The success of X-ray computed tomography (CT) as a widespread medical diagnosis tool has led to concerns about possible harm due to the increased average radiation dose to the population. A highly effective way to reduce CT radiation dose is to use iterative image reconstruction. All major CT vendors now offer iterative reconstruction solutions and claim that they can achieve the desired image quality at only a fraction of the dose level needed with conventional filtered backprojection (FBP) reconstruction. In this paper, we empirically estimate the upper bound on the achievable dose reduction in CT reconstruction in the context of a clinical detection task.
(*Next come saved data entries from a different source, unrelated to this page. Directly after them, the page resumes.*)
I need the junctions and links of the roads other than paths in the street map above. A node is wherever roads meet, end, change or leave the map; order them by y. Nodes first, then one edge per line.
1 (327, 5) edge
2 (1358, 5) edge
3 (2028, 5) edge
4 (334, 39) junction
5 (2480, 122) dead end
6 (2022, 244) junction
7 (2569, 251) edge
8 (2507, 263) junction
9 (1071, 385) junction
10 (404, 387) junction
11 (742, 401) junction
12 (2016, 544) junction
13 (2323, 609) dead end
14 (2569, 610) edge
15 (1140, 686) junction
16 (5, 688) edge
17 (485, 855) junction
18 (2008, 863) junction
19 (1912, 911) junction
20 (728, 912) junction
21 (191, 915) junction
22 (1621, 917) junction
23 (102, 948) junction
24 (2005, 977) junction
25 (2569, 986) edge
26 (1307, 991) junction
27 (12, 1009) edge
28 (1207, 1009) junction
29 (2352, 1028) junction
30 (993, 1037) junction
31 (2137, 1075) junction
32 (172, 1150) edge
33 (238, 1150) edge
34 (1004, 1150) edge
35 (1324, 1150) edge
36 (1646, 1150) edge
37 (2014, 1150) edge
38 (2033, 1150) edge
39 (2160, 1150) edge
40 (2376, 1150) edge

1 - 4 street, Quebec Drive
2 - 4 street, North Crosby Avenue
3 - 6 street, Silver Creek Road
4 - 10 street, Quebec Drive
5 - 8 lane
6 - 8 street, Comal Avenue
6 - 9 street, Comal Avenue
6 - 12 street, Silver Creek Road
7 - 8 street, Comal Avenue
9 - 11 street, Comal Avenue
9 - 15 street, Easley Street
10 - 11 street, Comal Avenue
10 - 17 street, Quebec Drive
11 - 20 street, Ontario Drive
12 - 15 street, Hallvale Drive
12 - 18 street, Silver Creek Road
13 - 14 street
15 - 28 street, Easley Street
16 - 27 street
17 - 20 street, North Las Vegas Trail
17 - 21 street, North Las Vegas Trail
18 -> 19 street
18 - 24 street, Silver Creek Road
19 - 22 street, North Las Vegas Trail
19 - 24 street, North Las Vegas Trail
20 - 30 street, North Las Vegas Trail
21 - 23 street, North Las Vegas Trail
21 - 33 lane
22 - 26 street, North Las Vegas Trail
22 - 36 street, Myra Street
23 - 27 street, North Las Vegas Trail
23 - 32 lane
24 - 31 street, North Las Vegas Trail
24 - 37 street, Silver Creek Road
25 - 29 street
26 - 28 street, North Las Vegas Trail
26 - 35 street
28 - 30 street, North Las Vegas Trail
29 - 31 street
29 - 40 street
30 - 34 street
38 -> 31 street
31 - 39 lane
We do this based on a series of patient lung CT data sets, with and without nodules, for a large number of random noise realizations. We analyze lesion detectability in the FBP images, in which case performance is lost due to the sub-optimal reconstruction. We compare this to lesion detectability directly in the raw data domain, where by definition, all information is still available with specific location information. This, therefore, represents the best scenario any reconstruction algorithm could achieve from raw data without additional prior information. The results indicate that a threefold dose reduction is feasible relative to FBP reconstruction: specifically, the upper bound on dose reduction was estimated at 62.5% for 90% detection accuracy and 66.2% for 80% detection accuracy. Statistical weighting is responsible for approximately half of that benefit.